» Task statement: Would you repeat the listing exactly, without any of its images?

==================================================

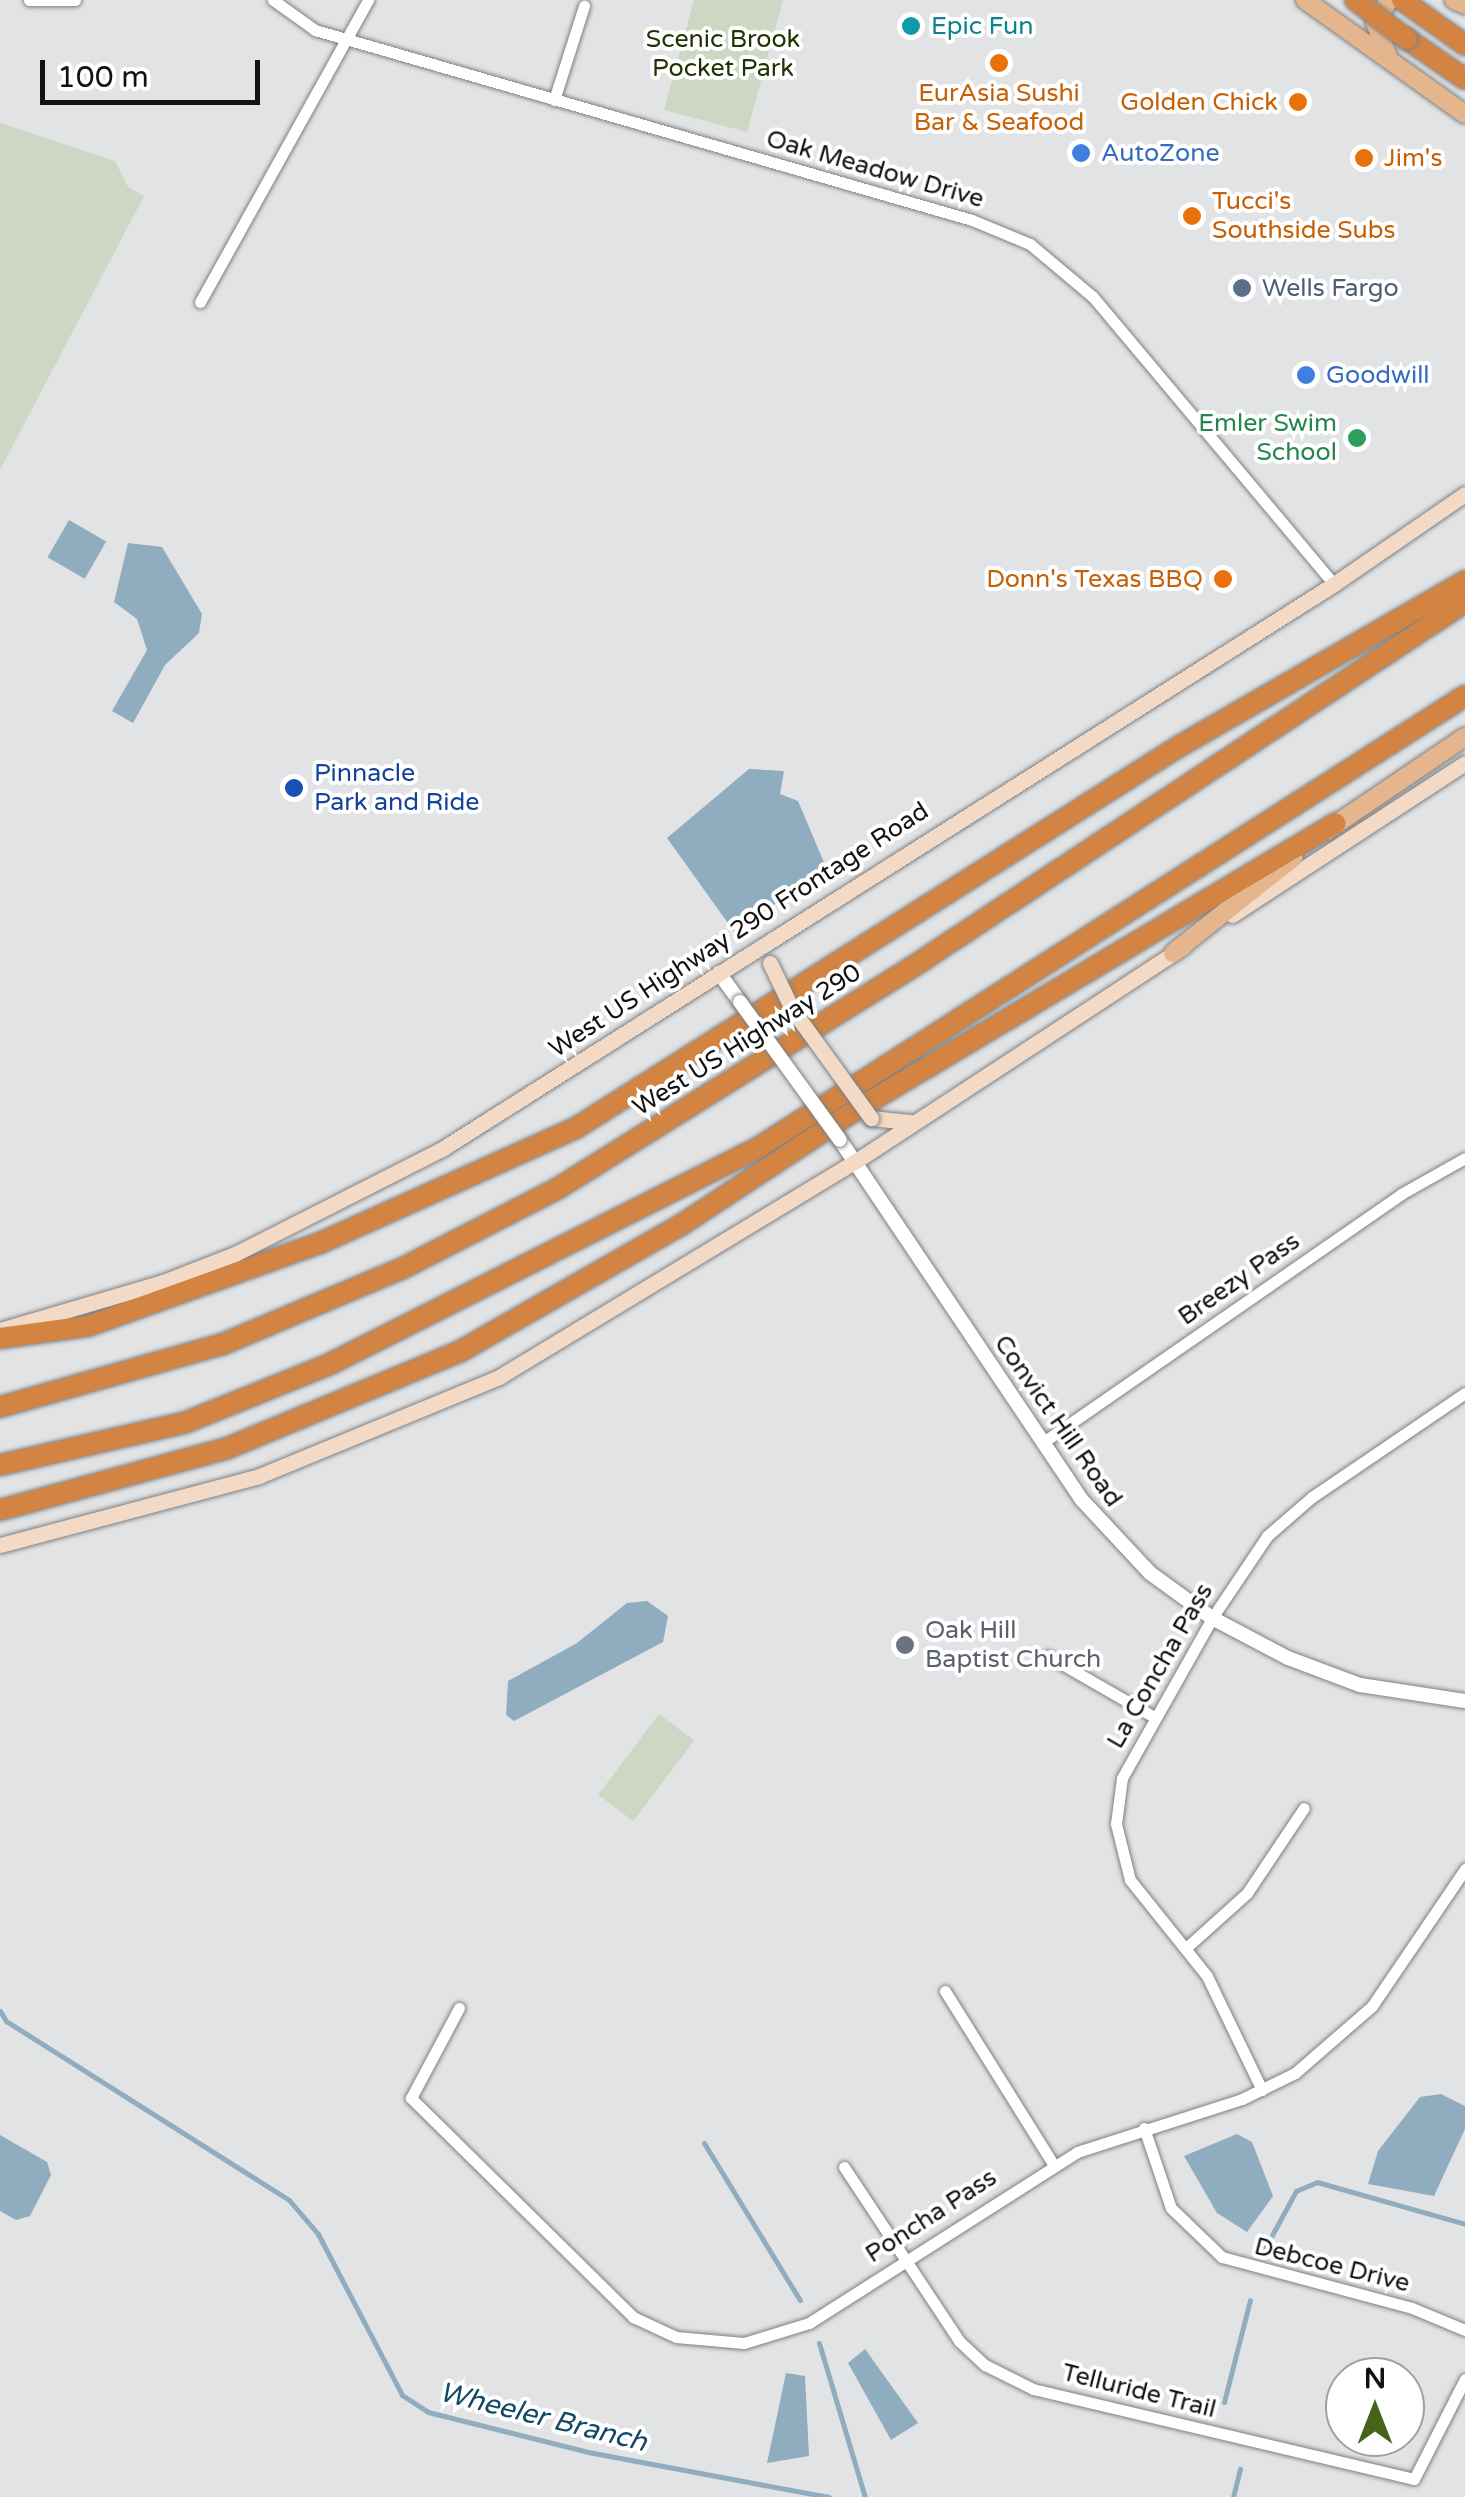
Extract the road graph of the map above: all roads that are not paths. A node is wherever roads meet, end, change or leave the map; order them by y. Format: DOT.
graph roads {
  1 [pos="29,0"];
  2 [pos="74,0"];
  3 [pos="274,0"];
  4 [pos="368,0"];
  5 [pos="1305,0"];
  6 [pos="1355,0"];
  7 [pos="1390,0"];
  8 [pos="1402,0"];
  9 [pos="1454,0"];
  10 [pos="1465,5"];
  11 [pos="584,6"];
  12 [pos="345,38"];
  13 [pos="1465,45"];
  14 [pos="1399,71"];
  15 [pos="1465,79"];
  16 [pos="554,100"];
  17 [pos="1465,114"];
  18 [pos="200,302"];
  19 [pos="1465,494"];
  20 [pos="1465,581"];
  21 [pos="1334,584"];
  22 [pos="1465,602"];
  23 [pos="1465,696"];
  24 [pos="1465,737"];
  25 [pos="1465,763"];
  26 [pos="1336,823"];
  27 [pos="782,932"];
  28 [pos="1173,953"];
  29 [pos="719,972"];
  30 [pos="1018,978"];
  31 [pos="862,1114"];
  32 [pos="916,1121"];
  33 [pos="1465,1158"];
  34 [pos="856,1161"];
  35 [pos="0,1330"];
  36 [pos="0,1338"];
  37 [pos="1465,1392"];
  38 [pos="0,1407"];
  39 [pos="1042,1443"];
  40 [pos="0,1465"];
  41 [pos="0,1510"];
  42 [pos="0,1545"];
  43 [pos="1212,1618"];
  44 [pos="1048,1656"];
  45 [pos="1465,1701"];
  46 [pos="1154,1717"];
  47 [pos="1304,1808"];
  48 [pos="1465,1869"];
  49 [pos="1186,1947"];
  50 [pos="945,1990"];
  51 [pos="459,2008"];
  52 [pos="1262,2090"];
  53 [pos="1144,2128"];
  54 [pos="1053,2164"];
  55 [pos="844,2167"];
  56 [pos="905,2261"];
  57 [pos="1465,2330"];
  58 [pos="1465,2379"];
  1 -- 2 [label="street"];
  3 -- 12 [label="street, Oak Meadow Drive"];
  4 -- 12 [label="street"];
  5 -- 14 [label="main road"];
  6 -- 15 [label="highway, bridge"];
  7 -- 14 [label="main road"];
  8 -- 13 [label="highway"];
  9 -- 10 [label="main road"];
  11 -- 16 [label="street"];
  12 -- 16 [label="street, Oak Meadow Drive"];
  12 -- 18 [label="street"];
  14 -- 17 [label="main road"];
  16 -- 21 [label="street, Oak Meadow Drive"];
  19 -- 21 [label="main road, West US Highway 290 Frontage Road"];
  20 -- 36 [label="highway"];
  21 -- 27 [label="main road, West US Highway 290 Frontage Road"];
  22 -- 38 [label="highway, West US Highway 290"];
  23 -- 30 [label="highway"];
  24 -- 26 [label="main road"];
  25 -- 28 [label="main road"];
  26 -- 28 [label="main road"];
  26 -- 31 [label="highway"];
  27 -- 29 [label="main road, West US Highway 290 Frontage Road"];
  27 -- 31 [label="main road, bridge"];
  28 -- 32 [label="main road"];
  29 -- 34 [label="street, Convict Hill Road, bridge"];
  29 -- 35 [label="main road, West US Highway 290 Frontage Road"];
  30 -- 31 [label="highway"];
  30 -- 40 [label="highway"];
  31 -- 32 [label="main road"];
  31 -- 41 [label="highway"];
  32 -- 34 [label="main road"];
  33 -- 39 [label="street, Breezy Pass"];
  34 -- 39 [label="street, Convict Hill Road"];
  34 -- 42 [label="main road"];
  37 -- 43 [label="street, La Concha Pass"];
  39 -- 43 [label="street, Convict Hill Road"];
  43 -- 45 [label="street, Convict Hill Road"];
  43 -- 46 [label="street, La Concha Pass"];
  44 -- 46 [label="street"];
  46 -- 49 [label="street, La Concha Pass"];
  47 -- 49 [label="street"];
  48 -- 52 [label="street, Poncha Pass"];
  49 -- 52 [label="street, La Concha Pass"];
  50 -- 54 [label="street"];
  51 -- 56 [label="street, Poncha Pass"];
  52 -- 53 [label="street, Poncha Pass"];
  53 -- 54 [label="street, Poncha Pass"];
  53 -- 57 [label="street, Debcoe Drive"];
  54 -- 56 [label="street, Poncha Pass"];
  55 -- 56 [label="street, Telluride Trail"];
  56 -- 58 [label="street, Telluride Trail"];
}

==================================================

» Exercise response:
Extract the road graph of the map above: all roads that are not paths. A node is wherever roads meet, end, change or leave the map; order them by y. Format: DOT.
graph roads {
  1 [pos="29,0"];
  2 [pos="74,0"];
  3 [pos="274,0"];
  4 [pos="368,0"];
  5 [pos="1305,0"];
  6 [pos="1355,0"];
  7 [pos="1390,0"];
  8 [pos="1402,0"];
  9 [pos="1454,0"];
  10 [pos="1465,5"];
  11 [pos="584,6"];
  12 [pos="345,38"];
  13 [pos="1465,45"];
  14 [pos="1399,71"];
  15 [pos="1465,79"];
  16 [pos="554,100"];
  17 [pos="1465,114"];
  18 [pos="200,302"];
  19 [pos="1465,494"];
  20 [pos="1465,581"];
  21 [pos="1334,584"];
  22 [pos="1465,602"];
  23 [pos="1465,696"];
  24 [pos="1465,737"];
  25 [pos="1465,763"];
  26 [pos="1336,823"];
  27 [pos="782,932"];
  28 [pos="1173,953"];
  29 [pos="719,972"];
  30 [pos="1018,978"];
  31 [pos="862,1114"];
  32 [pos="916,1121"];
  33 [pos="1465,1158"];
  34 [pos="856,1161"];
  35 [pos="0,1330"];
  36 [pos="0,1338"];
  37 [pos="1465,1392"];
  38 [pos="0,1407"];
  39 [pos="1042,1443"];
  40 [pos="0,1465"];
  41 [pos="0,1510"];
  42 [pos="0,1545"];
  43 [pos="1212,1618"];
  44 [pos="1048,1656"];
  45 [pos="1465,1701"];
  46 [pos="1154,1717"];
  47 [pos="1304,1808"];
  48 [pos="1465,1869"];
  49 [pos="1186,1947"];
  50 [pos="945,1990"];
  51 [pos="459,2008"];
  52 [pos="1262,2090"];
  53 [pos="1144,2128"];
  54 [pos="1053,2164"];
  55 [pos="844,2167"];
  56 [pos="905,2261"];
  57 [pos="1465,2330"];
  58 [pos="1465,2379"];
  1 -- 2 [label="street"];
  3 -- 12 [label="street, Oak Meadow Drive"];
  4 -- 12 [label="street"];
  5 -- 14 [label="main road"];
  6 -- 15 [label="highway, bridge"];
  7 -- 14 [label="main road"];
  8 -- 13 [label="highway"];
  9 -- 10 [label="main road"];
  11 -- 16 [label="street"];
  12 -- 16 [label="street, Oak Meadow Drive"];
  12 -- 18 [label="street"];
  14 -- 17 [label="main road"];
  16 -- 21 [label="street, Oak Meadow Drive"];
  19 -- 21 [label="main road, West US Highway 290 Frontage Road"];
  20 -- 36 [label="highway"];
  21 -- 27 [label="main road, West US Highway 290 Frontage Road"];
  22 -- 38 [label="highway, West US Highway 290"];
  23 -- 30 [label="highway"];
  24 -- 26 [label="main road"];
  25 -- 28 [label="main road"];
  26 -- 28 [label="main road"];
  26 -- 31 [label="highway"];
  27 -- 29 [label="main road, West US Highway 290 Frontage Road"];
  27 -- 31 [label="main road, bridge"];
  28 -- 32 [label="main road"];
  29 -- 34 [label="street, Convict Hill Road, bridge"];
  29 -- 35 [label="main road, West US Highway 290 Frontage Road"];
  30 -- 31 [label="highway"];
  30 -- 40 [label="highway"];
  31 -- 32 [label="main road"];
  31 -- 41 [label="highway"];
  32 -- 34 [label="main road"];
  33 -- 39 [label="street, Breezy Pass"];
  34 -- 39 [label="street, Convict Hill Road"];
  34 -- 42 [label="main road"];
  37 -- 43 [label="street, La Concha Pass"];
  39 -- 43 [label="street, Convict Hill Road"];
  43 -- 45 [label="street, Convict Hill Road"];
  43 -- 46 [label="street, La Concha Pass"];
  44 -- 46 [label="street"];
  46 -- 49 [label="street, La Concha Pass"];
  47 -- 49 [label="street"];
  48 -- 52 [label="street, Poncha Pass"];
  49 -- 52 [label="street, La Concha Pass"];
  50 -- 54 [label="street"];
  51 -- 56 [label="street, Poncha Pass"];
  52 -- 53 [label="street, Poncha Pass"];
  53 -- 54 [label="street, Poncha Pass"];
  53 -- 57 [label="street, Debcoe Drive"];
  54 -- 56 [label="street, Poncha Pass"];
  55 -- 56 [label="street, Telluride Trail"];
  56 -- 58 [label="street, Telluride Trail"];
}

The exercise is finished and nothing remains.